I was suffocating dating Dave. For four months I never felt like I could truly be myself. On top of that, he made me feel like I was completely replaceable. I fit a mold for him. I looked nice enough to accompany him to dinner. Conversation was decent. I was someone he could bring to BBQ's and I got along with all his couple friends. But that's it. He didn't really care about me. Not the way I deserve.

It's hard to let go of that because it's a tough blow to my ego. How could he not see me? But he's not worth any more of my time. Enough.

Toronto Joe on the other hand really "saw" me and made me feel like I was special. That's even harder to let go of. We emailed recently. It was good. We're friends. Made me feel great because I've never connected with a man the way I did with him so for us to be able to remain friends means a lot.

The scene in this movie reminded me a lot of what it felt like to be with him. I miss feeling that way.

I've spoken recently with a couple guy friends of mine about how they work so much that they're often times too tired for sex. I started to think that I was going to have to settle in that area of life.

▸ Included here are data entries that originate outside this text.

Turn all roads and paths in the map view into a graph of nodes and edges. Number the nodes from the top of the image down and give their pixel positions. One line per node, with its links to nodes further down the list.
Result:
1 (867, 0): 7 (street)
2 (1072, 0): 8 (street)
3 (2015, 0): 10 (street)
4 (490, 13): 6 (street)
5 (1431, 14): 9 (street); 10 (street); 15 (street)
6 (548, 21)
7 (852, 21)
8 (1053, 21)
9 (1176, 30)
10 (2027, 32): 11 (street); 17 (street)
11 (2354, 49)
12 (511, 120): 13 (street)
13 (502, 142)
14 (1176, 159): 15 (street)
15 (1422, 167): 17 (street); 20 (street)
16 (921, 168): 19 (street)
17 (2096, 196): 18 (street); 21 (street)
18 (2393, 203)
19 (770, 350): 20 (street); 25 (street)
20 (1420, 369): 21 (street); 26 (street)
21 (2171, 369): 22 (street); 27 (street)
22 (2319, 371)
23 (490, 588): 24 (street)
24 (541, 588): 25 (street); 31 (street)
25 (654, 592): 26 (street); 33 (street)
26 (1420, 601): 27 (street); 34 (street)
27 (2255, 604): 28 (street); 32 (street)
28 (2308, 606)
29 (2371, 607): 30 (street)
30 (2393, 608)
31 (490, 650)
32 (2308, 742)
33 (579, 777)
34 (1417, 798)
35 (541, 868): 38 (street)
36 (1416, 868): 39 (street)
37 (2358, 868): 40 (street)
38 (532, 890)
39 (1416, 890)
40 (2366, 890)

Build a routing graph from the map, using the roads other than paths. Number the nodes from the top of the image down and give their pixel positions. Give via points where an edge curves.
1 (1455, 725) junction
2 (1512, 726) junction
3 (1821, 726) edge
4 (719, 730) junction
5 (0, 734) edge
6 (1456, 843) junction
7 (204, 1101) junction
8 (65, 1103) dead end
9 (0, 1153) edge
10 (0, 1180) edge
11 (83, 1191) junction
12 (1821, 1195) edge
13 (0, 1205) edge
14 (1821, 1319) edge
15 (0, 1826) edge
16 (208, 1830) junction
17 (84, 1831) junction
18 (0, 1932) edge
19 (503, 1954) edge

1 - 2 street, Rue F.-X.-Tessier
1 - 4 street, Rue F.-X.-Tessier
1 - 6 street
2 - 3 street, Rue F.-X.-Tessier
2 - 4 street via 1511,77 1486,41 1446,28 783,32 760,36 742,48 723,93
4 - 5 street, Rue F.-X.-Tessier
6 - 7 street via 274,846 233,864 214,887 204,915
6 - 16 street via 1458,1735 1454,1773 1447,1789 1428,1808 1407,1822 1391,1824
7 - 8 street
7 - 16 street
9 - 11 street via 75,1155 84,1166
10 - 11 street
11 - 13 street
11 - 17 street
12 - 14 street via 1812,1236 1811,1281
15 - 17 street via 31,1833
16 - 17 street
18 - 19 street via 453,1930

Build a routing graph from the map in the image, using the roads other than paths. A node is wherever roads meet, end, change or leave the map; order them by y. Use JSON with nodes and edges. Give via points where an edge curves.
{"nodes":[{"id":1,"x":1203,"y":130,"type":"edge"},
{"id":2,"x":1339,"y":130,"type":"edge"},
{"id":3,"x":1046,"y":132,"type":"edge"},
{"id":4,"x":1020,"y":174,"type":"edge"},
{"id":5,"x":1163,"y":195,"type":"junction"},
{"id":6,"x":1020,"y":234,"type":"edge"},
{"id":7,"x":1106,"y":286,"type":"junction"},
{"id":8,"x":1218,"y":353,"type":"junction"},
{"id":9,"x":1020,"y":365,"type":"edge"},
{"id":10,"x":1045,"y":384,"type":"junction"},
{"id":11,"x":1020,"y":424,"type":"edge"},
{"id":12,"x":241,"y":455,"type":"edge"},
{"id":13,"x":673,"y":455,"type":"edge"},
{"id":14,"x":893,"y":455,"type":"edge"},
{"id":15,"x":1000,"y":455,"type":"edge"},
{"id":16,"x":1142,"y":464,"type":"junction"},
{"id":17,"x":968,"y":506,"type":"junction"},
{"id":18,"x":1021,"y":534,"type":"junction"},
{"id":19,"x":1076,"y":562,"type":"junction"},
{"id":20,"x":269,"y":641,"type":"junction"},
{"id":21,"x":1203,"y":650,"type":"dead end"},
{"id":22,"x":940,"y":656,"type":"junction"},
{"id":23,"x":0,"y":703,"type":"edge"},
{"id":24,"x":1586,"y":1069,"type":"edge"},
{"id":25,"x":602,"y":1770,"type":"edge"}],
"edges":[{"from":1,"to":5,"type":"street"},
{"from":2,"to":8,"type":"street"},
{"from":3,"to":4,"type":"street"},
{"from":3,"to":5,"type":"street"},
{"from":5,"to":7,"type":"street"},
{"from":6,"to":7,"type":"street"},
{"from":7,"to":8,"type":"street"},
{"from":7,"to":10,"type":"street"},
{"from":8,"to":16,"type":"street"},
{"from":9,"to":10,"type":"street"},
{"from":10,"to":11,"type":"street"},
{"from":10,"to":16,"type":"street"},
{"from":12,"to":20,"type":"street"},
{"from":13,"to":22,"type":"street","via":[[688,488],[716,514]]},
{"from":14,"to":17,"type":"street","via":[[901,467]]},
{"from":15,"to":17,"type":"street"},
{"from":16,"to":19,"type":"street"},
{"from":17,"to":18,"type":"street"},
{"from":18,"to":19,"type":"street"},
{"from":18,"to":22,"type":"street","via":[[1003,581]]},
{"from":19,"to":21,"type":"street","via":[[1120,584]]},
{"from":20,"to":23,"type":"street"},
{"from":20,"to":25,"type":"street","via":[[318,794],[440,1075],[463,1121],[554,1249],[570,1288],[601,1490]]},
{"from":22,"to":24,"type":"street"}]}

But after seeing the scene in this movie - and yes, I realize I'm letting a fictional scene in a movie heavily influence me - I've decided...

I'M NOT SETTLING!

I need passion! I'm a passionate person and I need someone passionate as well. That's the most important lesson learned from dating Joe and then the opposite, Dave.

I'M NOT SETTLING!

I love life and spontaneity and surprises and passion and kissing and sex.

I'm not settling.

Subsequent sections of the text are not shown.